WORK TO BE COMPLETED: Please restate each entry exactly, without skipping any.

======== PROVIDED DATA ========

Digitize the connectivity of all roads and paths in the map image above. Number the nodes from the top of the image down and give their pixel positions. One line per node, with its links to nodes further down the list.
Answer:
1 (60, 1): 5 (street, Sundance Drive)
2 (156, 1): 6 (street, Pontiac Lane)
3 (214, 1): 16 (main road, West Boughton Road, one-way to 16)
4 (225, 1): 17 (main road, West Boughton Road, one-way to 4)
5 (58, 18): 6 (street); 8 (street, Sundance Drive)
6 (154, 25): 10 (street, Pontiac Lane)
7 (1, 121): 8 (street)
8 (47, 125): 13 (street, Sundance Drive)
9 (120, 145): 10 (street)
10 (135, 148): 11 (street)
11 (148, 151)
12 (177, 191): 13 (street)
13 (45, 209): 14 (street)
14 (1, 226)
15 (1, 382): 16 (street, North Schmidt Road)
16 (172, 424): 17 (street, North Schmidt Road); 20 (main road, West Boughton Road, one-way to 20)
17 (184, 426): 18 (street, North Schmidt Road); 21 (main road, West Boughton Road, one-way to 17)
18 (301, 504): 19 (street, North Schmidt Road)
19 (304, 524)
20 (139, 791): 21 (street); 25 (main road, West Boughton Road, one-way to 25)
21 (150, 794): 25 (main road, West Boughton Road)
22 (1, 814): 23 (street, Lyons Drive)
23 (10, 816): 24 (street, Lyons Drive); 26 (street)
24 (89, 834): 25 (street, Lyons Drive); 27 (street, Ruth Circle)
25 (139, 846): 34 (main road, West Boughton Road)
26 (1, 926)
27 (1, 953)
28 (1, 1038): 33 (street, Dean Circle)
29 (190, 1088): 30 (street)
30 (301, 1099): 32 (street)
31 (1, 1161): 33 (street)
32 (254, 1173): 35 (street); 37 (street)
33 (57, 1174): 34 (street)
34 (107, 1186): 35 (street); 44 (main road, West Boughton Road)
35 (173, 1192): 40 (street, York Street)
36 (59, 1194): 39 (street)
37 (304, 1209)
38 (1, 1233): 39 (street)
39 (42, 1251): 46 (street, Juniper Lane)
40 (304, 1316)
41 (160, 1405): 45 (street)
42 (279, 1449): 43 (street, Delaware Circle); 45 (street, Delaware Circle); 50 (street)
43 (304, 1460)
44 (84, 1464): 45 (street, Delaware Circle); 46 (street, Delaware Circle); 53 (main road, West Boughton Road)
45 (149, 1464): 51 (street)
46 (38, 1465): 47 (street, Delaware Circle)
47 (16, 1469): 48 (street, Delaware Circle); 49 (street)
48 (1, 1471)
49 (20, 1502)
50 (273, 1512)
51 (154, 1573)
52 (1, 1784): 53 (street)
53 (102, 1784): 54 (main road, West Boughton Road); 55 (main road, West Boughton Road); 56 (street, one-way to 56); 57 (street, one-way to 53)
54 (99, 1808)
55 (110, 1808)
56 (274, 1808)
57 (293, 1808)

========

ANSWER TO THIS TASK:
Digitize the connectivity of all roads and paths in the map image above. Number the nodes from the top of the image down and give their pixel positions. One line per node, with its links to nodes further down the list.
Answer:
1 (60, 1): 5 (street, Sundance Drive)
2 (156, 1): 6 (street, Pontiac Lane)
3 (214, 1): 16 (main road, West Boughton Road, one-way to 16)
4 (225, 1): 17 (main road, West Boughton Road, one-way to 4)
5 (58, 18): 6 (street); 8 (street, Sundance Drive)
6 (154, 25): 10 (street, Pontiac Lane)
7 (1, 121): 8 (street)
8 (47, 125): 13 (street, Sundance Drive)
9 (120, 145): 10 (street)
10 (135, 148): 11 (street)
11 (148, 151)
12 (177, 191): 13 (street)
13 (45, 209): 14 (street)
14 (1, 226)
15 (1, 382): 16 (street, North Schmidt Road)
16 (172, 424): 17 (street, North Schmidt Road); 20 (main road, West Boughton Road, one-way to 20)
17 (184, 426): 18 (street, North Schmidt Road); 21 (main road, West Boughton Road, one-way to 17)
18 (301, 504): 19 (street, North Schmidt Road)
19 (304, 524)
20 (139, 791): 21 (street); 25 (main road, West Boughton Road, one-way to 25)
21 (150, 794): 25 (main road, West Boughton Road)
22 (1, 814): 23 (street, Lyons Drive)
23 (10, 816): 24 (street, Lyons Drive); 26 (street)
24 (89, 834): 25 (street, Lyons Drive); 27 (street, Ruth Circle)
25 (139, 846): 34 (main road, West Boughton Road)
26 (1, 926)
27 (1, 953)
28 (1, 1038): 33 (street, Dean Circle)
29 (190, 1088): 30 (street)
30 (301, 1099): 32 (street)
31 (1, 1161): 33 (street)
32 (254, 1173): 35 (street); 37 (street)
33 (57, 1174): 34 (street)
34 (107, 1186): 35 (street); 44 (main road, West Boughton Road)
35 (173, 1192): 40 (street, York Street)
36 (59, 1194): 39 (street)
37 (304, 1209)
38 (1, 1233): 39 (street)
39 (42, 1251): 46 (street, Juniper Lane)
40 (304, 1316)
41 (160, 1405): 45 (street)
42 (279, 1449): 43 (street, Delaware Circle); 45 (street, Delaware Circle); 50 (street)
43 (304, 1460)
44 (84, 1464): 45 (street, Delaware Circle); 46 (street, Delaware Circle); 53 (main road, West Boughton Road)
45 (149, 1464): 51 (street)
46 (38, 1465): 47 (street, Delaware Circle)
47 (16, 1469): 48 (street, Delaware Circle); 49 (street)
48 (1, 1471)
49 (20, 1502)
50 (273, 1512)
51 (154, 1573)
52 (1, 1784): 53 (street)
53 (102, 1784): 54 (main road, West Boughton Road); 55 (main road, West Boughton Road); 56 (street, one-way to 56); 57 (street, one-way to 53)
54 (99, 1808)
55 (110, 1808)
56 (274, 1808)
57 (293, 1808)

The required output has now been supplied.